--- Extracted records Enclosed Below ---
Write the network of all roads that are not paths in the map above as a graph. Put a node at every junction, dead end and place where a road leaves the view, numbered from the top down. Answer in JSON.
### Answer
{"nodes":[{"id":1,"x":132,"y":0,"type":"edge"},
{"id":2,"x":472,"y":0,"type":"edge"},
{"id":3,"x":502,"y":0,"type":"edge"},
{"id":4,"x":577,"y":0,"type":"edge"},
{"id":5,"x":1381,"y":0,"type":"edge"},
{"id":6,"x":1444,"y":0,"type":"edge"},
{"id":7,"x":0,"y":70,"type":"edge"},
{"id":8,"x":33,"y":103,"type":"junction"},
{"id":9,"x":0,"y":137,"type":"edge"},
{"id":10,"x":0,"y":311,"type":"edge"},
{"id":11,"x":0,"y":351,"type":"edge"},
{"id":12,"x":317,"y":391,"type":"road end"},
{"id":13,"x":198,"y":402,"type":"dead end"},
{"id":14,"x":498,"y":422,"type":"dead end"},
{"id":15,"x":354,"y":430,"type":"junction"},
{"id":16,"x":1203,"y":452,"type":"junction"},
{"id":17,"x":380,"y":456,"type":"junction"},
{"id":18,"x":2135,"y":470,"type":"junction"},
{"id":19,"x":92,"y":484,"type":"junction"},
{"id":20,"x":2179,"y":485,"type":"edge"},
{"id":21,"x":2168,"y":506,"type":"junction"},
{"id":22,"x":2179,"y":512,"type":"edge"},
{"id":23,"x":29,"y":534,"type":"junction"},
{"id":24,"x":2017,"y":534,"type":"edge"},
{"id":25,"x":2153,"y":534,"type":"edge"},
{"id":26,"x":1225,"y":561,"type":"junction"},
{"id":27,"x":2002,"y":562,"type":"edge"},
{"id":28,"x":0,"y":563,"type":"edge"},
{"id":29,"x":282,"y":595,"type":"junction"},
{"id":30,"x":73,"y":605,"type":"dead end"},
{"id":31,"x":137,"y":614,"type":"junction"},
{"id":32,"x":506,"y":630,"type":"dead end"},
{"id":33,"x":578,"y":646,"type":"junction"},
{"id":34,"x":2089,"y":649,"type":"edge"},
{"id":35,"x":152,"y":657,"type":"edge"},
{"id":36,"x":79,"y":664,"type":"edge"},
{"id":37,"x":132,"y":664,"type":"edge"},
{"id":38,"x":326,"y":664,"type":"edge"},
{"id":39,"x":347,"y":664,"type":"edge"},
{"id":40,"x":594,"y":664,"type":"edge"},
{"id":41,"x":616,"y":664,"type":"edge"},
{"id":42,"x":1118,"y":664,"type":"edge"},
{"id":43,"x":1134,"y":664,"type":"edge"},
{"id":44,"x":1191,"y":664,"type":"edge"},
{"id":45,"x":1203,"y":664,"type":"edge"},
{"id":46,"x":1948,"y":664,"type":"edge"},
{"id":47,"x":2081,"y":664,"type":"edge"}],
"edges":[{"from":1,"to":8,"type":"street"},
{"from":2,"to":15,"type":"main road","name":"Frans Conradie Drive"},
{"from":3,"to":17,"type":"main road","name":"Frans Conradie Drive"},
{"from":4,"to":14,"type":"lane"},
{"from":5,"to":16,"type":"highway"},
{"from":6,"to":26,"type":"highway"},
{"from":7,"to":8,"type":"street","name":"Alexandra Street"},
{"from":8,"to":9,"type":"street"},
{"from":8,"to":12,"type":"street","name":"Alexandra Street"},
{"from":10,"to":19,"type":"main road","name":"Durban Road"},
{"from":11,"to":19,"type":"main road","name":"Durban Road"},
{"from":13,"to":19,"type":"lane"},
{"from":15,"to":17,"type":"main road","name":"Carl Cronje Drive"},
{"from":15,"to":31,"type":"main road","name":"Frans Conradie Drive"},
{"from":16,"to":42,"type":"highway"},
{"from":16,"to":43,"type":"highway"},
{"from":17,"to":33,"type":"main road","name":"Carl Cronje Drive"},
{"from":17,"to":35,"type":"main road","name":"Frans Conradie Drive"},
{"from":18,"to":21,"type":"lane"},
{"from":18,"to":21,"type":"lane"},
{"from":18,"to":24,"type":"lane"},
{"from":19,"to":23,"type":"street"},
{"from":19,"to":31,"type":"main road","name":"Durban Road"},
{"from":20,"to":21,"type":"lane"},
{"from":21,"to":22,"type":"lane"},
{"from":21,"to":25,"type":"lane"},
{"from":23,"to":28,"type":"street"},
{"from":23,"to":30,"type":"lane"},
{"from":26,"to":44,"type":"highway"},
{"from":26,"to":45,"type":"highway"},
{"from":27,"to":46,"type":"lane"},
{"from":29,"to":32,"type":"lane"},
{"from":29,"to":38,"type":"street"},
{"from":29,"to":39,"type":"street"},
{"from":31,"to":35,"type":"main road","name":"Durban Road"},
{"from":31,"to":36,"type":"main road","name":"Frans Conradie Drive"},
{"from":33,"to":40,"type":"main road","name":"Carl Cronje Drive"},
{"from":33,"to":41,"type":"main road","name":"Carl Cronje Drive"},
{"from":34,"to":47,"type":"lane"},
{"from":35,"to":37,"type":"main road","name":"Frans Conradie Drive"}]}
--- End of Enclosed Extracted records ---
# What is needed
A line counts if it includes the string "Answer". State how many such lines the entries have, with no other text.

# Completed task
2